Segment Open

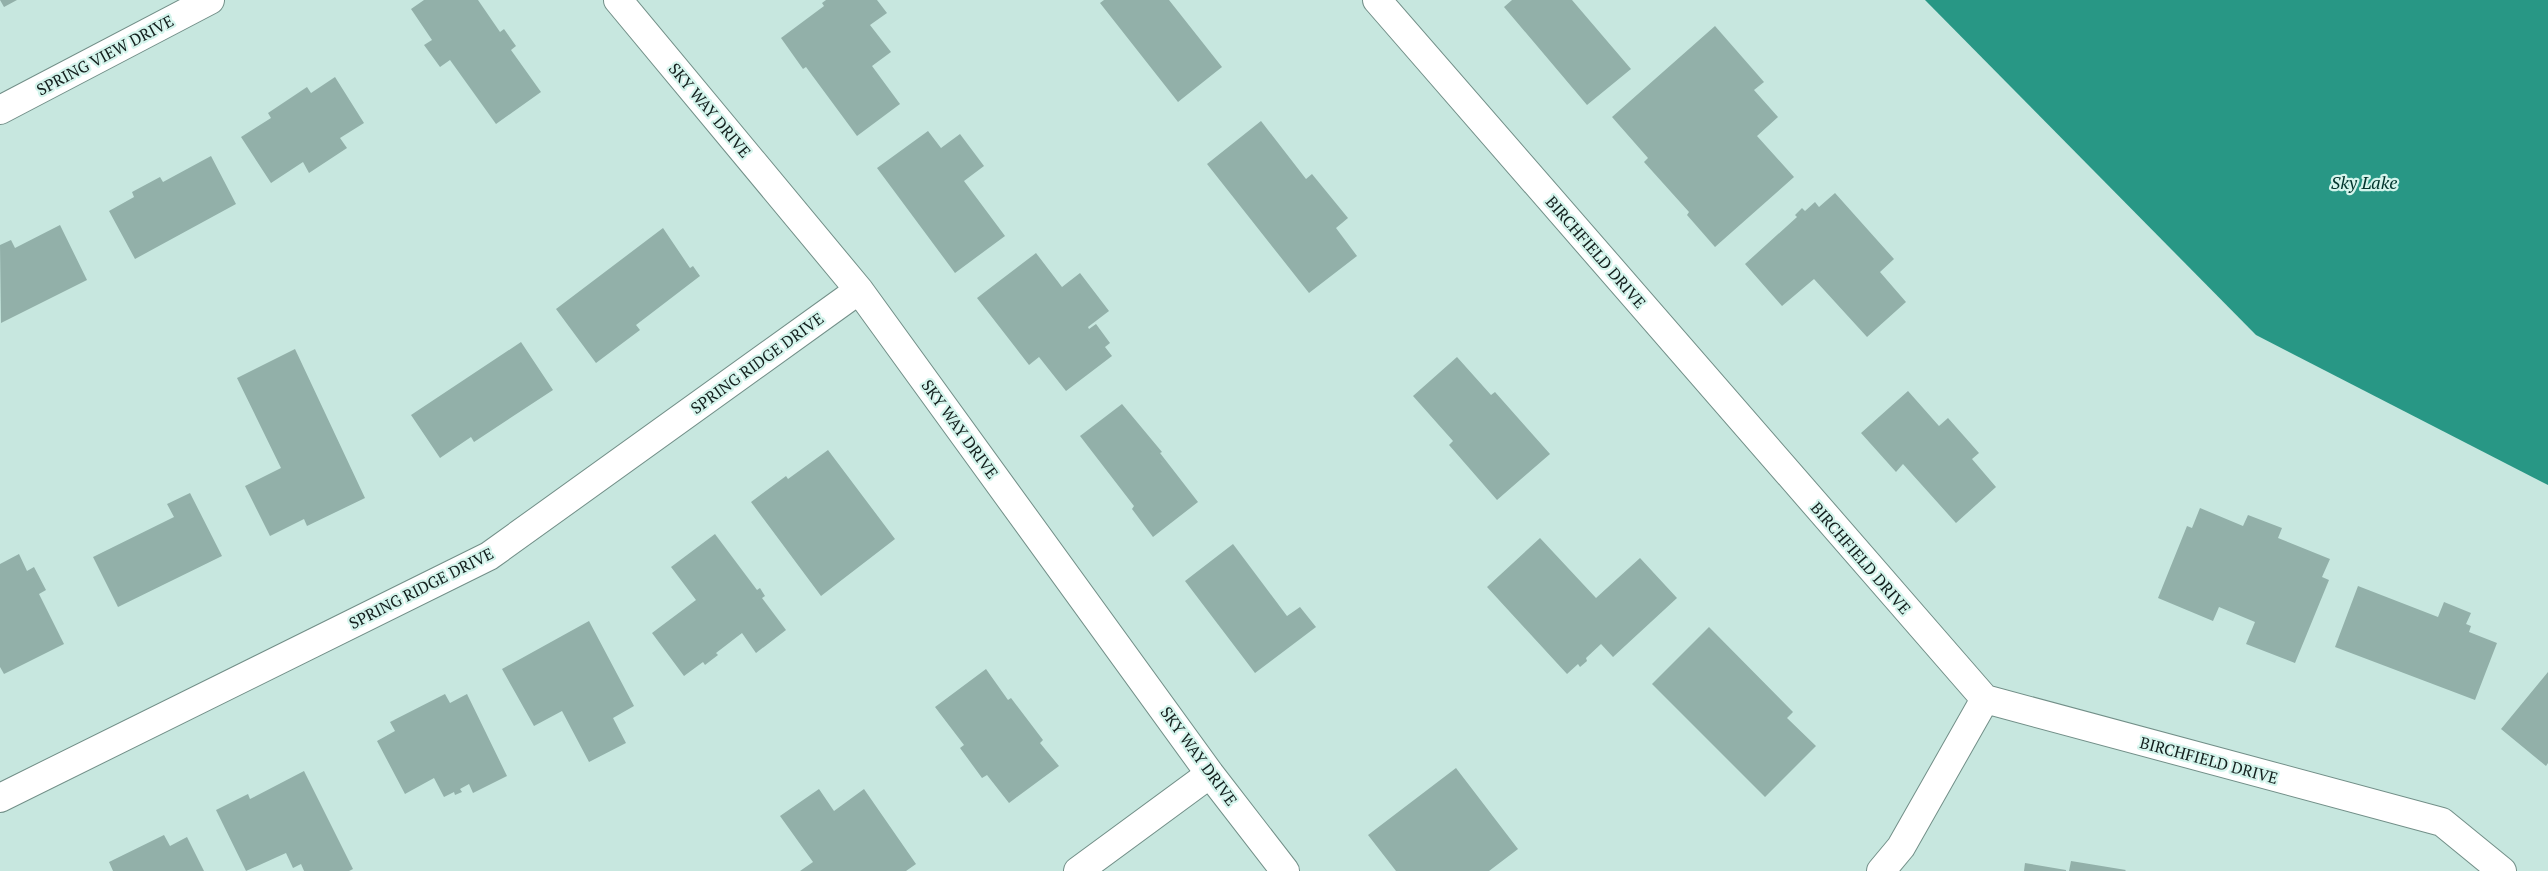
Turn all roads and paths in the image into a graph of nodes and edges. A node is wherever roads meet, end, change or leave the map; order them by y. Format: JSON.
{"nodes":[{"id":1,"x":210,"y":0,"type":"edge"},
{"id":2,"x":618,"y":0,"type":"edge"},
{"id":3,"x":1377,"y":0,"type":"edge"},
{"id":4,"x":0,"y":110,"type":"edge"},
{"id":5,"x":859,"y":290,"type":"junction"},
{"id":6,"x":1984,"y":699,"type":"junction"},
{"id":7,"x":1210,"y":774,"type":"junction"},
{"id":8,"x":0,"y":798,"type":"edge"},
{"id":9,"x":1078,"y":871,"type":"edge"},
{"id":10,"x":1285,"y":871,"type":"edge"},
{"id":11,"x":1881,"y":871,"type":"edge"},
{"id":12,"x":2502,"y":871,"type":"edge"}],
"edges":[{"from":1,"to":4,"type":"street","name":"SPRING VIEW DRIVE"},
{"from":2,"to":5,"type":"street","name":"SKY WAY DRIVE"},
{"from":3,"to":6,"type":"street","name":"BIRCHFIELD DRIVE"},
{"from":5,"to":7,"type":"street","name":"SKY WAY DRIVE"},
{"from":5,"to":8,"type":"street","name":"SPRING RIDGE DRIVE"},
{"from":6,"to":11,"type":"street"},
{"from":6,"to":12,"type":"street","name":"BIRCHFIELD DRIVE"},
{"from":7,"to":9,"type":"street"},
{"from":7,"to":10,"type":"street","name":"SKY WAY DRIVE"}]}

Segment Closed
Segment Open

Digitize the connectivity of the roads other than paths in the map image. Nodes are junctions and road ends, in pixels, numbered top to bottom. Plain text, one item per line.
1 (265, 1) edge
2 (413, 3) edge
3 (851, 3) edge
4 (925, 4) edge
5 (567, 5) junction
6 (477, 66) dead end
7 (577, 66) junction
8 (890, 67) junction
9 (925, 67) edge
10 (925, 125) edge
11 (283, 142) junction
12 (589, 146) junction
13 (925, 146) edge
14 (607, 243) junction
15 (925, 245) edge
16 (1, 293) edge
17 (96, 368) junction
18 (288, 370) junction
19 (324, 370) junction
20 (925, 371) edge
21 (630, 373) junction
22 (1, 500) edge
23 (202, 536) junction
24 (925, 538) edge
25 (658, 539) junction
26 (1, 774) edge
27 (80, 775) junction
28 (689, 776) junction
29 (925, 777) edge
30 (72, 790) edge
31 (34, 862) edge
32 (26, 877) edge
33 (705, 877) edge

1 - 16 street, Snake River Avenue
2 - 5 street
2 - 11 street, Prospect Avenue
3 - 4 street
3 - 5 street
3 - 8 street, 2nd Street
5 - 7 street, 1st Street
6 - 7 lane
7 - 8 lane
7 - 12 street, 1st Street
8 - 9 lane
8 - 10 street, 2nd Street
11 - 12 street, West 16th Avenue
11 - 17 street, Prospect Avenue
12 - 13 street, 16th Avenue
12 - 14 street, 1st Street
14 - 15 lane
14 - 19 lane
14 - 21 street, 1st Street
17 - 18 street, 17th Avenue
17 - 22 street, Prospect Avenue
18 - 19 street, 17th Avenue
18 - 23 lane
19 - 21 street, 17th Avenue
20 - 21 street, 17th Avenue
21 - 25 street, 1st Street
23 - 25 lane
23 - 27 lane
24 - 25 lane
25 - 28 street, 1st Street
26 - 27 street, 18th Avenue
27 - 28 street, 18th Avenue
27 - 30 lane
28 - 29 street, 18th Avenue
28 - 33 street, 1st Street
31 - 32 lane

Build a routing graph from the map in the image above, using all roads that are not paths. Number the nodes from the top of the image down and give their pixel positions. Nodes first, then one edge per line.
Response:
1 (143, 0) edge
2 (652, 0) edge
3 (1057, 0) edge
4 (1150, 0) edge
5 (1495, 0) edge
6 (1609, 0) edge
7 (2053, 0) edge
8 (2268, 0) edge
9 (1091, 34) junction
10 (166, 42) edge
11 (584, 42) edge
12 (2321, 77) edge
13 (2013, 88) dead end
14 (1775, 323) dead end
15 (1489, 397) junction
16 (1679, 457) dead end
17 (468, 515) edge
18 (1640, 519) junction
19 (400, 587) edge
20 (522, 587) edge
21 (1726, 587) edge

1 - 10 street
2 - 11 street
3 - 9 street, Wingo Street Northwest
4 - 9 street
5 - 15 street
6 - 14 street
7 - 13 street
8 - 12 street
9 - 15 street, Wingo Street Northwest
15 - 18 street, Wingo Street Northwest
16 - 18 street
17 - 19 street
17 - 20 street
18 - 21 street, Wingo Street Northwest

Segment Closed
Segment Open

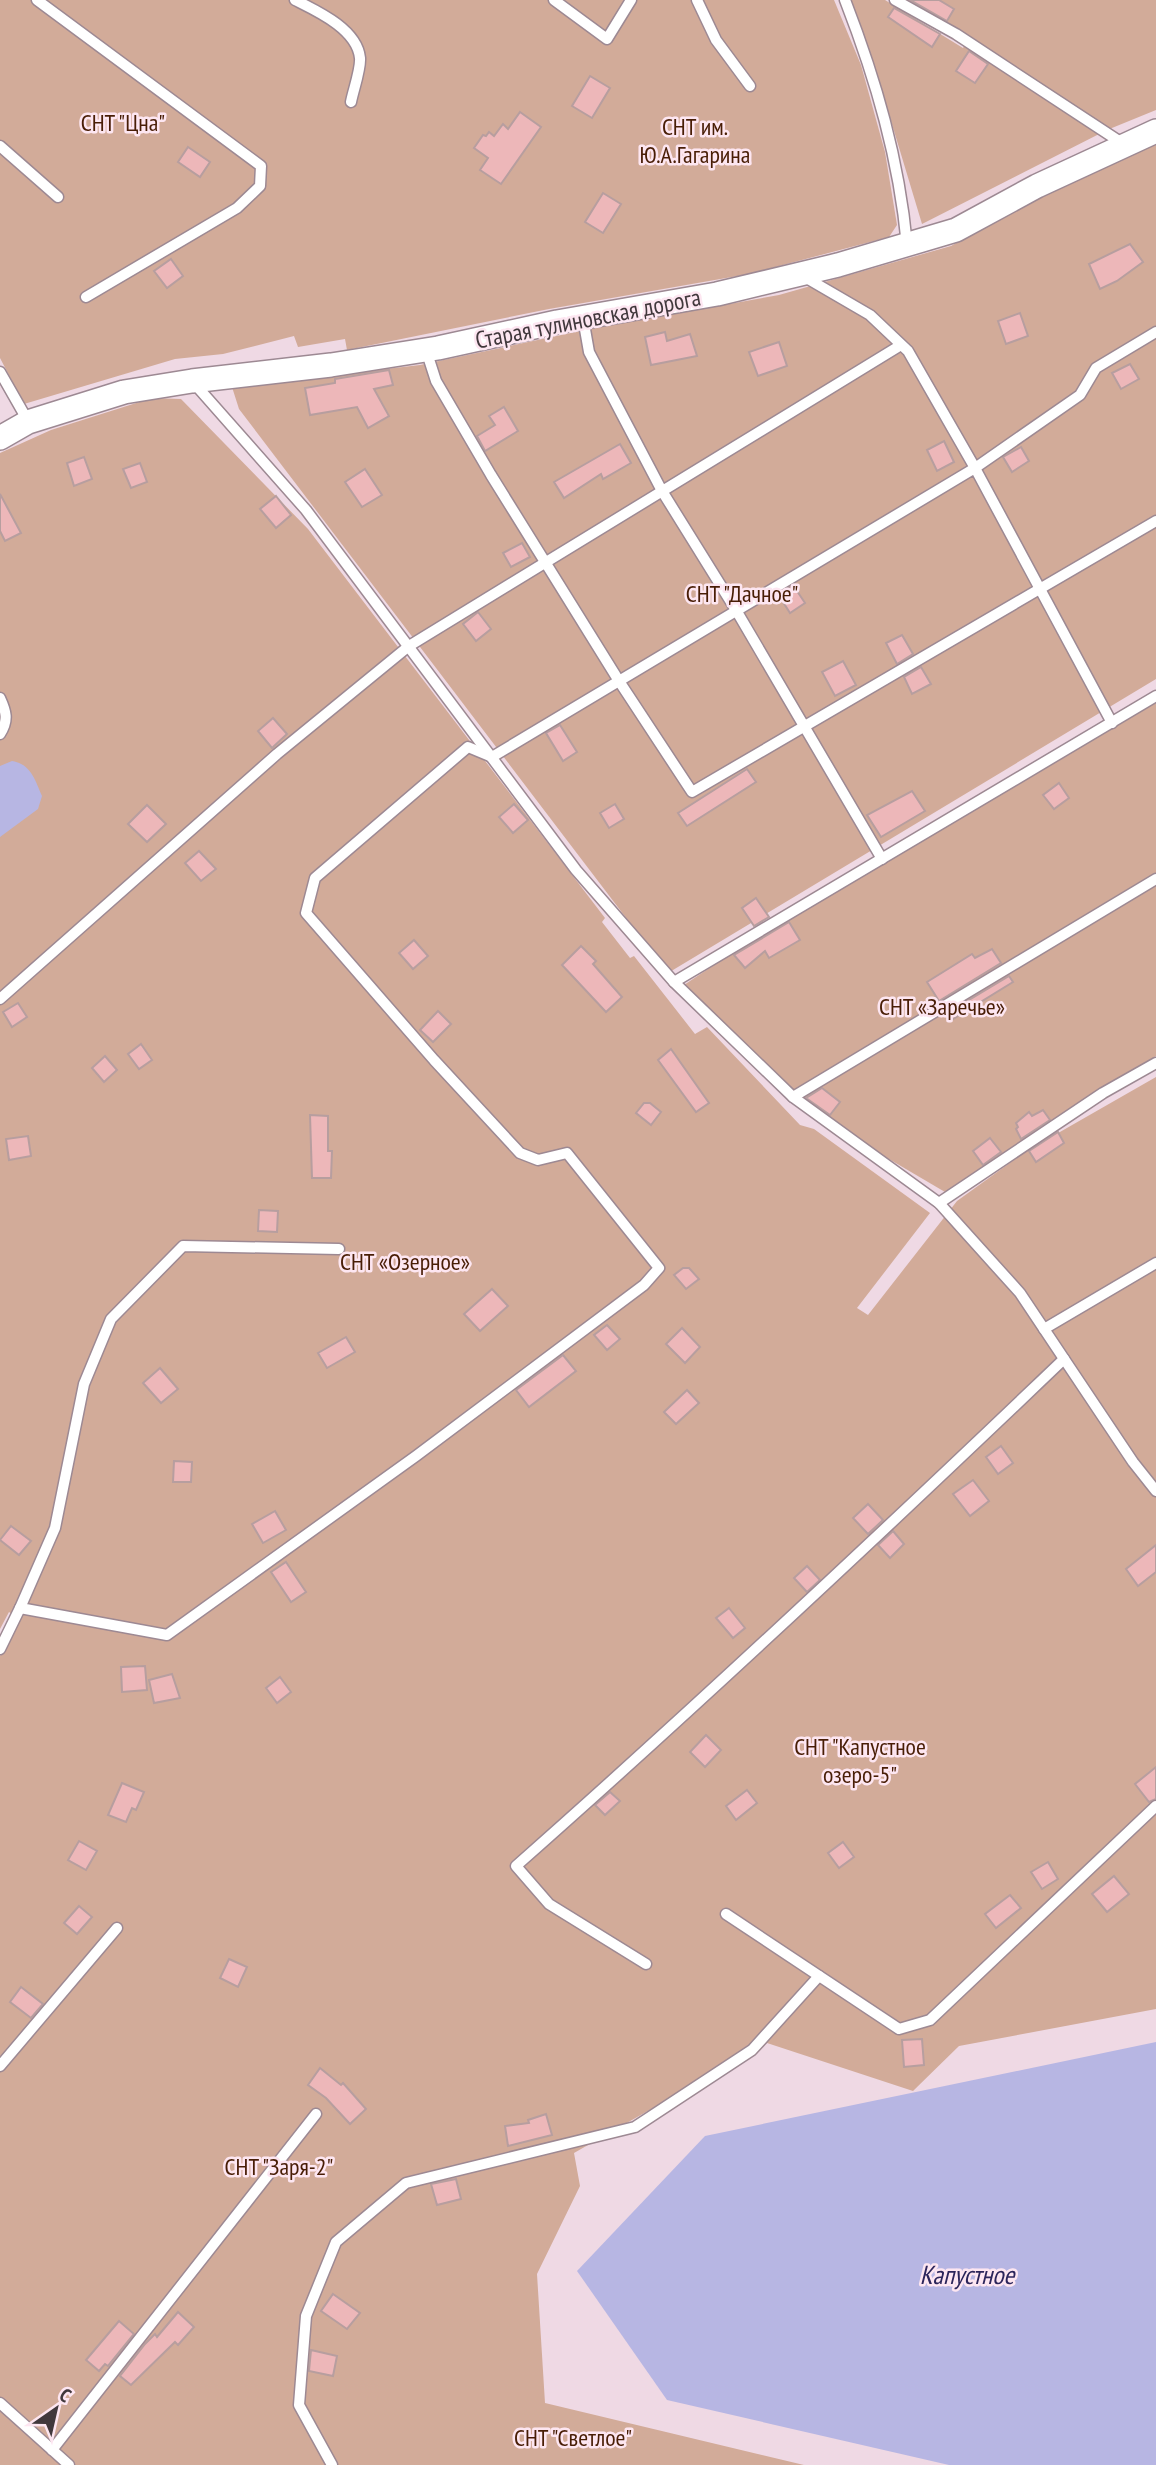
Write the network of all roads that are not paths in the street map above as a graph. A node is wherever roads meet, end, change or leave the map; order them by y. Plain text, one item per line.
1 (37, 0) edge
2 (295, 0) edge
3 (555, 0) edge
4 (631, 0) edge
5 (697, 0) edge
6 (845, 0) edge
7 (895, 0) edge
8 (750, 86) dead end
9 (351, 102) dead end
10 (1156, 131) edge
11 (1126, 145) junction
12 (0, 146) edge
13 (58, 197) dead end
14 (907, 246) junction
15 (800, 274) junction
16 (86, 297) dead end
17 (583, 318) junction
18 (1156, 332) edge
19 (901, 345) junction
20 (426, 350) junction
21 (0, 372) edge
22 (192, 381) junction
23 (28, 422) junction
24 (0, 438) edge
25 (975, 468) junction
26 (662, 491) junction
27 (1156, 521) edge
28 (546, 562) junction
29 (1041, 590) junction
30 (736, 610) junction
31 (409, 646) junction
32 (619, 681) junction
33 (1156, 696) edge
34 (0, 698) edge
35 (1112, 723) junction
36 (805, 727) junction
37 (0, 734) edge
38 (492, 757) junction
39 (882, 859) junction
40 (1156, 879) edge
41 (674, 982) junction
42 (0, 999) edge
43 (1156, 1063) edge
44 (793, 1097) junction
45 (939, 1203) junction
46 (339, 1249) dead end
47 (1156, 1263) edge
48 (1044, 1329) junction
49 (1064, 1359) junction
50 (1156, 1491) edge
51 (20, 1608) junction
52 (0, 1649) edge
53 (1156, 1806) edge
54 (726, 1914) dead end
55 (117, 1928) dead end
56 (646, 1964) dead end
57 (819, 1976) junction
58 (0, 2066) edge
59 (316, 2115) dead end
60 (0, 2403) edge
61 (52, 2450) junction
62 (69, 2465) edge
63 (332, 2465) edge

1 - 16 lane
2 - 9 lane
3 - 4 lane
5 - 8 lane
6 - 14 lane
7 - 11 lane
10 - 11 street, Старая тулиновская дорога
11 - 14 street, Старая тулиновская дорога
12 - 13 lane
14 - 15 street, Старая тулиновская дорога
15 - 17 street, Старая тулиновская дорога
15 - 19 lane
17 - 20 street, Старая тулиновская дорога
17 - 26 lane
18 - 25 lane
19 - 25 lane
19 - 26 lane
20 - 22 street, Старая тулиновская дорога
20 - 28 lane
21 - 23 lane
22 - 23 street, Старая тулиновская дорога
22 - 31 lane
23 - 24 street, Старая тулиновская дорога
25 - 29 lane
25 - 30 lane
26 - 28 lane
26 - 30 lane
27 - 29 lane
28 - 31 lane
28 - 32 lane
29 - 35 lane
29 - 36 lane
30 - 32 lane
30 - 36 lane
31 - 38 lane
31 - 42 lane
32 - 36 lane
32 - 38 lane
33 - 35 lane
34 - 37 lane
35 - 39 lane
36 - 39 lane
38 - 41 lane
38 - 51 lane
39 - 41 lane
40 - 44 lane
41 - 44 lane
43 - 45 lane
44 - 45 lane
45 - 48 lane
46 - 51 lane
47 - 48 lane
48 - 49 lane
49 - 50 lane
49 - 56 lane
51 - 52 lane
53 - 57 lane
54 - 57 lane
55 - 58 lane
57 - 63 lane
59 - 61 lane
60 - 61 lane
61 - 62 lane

Segment Closed

▶ **Assignment**
When a line among the entries above contains "edges", copy it.

▶ **Task output**
Turn all roads and paths in the image into a graph of nodes and edges. A node is wherever roads meet, end, change or leave the map; order them by y. Format: JSON.
"edges":[{"from":1,"to":4,"type":"street","name":"SPRING VIEW DRIVE"},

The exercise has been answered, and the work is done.